La intensidad inicial se diluye con el tiempo, y uno entra en la fase de aceptación del resentimiento. Este está incorporado a la gama de experiencias y sentimientos acumulados durante la vida, y aunque no ocupe mucho espacio mental en el día a día sigue estando ahí, pronto para hacerse presente cuando se lo requiera o cuando uno menos se lo imagine. Por ejemplo, escuchar una canción asociada a una expareja que nos abandonó y nos dejó mal, puede ser el disparador. Eso pone en acción el movimiento cíclico del resentimiento nuevamente. Ese ciclo puede ganar en profundidad e intensidad y pasar del resentimiento al odio liso y llano.

Cómo superarlo

Hay dos maneras: uno puede trabajar el sentimiento ya sea para lograr ser indiferente a sus efectos emocionales o para perdonar por completo a quien nos ofendió o hirió. En cualquiera de los dos caminos, lo que se requiere es empatía, en menor o mayor medida. Ponerse en el lugar de quien cometió la ofensa y tratar de tener en cuenta factores que vayan más allá del hecho puntual por el cual nos sentimos ofendidos.

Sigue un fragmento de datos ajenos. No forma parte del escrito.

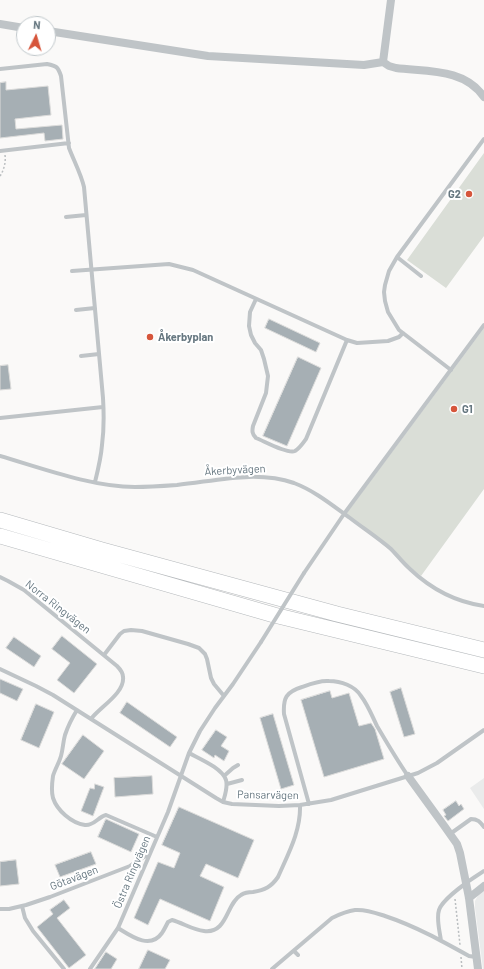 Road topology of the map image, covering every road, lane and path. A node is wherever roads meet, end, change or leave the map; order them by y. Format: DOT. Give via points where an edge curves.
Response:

Perdonar por completo a alguien que nos ofendió o nos provocó un profundo dolor da trabajo y, como dicen los expertos, algo que se hace internamente y en soledad, para hallar aquello que el agresor y el agredido pueden tener en común, si es que hay algo. No es nada fácil. Todo lo contrario. Pero como el profesor Robert Enright en el artículo de Vox: "Cuando uno perdona, derrota al resentimiento que tenía control sobre una parte de nuestra vida".